La previa estuvo amenizada por un set de solo piano a cargo de Esteban Insinger. No conocía antes al artista, busqué algo de información al respecto al saber que abría el show y lo único que puedo decir es que, al menos desde una de las cabeceras, el murmullo creciente a medida que se fue llenando el estadio, no fue el mejor contexto para una primera aproximación a su música. Si hubo alguna presentación acerca de lo que tocó, me la perdí porque entré cuando ya había empezado. De todas maneras lo que llegué a escuchar me obliga a tenerlo agendado para un abordaje en las condiciones más favorables.

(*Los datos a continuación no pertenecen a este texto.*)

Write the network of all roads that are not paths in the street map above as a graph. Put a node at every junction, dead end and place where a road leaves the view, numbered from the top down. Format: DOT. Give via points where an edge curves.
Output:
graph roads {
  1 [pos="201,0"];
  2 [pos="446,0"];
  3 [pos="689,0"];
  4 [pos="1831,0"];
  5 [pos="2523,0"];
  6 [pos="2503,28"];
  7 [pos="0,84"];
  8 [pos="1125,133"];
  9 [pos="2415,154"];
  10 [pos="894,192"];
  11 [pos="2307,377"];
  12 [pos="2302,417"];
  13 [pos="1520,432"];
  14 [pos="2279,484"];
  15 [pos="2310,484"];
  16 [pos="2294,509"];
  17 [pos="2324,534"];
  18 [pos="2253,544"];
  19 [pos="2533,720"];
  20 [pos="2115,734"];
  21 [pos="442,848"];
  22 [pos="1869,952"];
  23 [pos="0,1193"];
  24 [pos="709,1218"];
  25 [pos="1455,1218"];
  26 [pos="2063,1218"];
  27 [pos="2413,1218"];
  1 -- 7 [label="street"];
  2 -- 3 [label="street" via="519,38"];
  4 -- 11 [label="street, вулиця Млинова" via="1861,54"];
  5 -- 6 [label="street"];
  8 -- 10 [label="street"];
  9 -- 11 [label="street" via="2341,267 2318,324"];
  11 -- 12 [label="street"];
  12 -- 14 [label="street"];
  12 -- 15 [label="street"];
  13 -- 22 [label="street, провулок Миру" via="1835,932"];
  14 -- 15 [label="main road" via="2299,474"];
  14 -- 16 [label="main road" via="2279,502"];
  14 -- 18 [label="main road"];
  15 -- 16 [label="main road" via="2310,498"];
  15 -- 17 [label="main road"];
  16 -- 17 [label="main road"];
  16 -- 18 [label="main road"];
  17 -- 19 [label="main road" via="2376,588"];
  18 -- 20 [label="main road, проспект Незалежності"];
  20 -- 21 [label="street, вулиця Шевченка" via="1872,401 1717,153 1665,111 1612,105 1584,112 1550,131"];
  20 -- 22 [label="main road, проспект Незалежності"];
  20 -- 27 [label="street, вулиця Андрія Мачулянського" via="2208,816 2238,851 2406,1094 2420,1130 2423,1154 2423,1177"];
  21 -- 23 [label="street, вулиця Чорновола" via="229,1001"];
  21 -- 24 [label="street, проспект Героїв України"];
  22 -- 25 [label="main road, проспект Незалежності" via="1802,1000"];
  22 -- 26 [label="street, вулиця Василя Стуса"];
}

Hablando de contextos inapropiados, cuando vi a Kraftwerk en 2009, tocaron en el Club Ciudad como apertura del único show en el país (espero que hasta el momento) de Radiohead. Y entre la luz del día, el espacio abierto y la marea humana, la esencia conceptual del proyecto, se había dispersado. Las dos visitan anteriores a Obras (aún con Florian Schneider) habían tenido los mejores comentarios, así que este show con la promesa extra del 3D entraba en la categoría de imperdible.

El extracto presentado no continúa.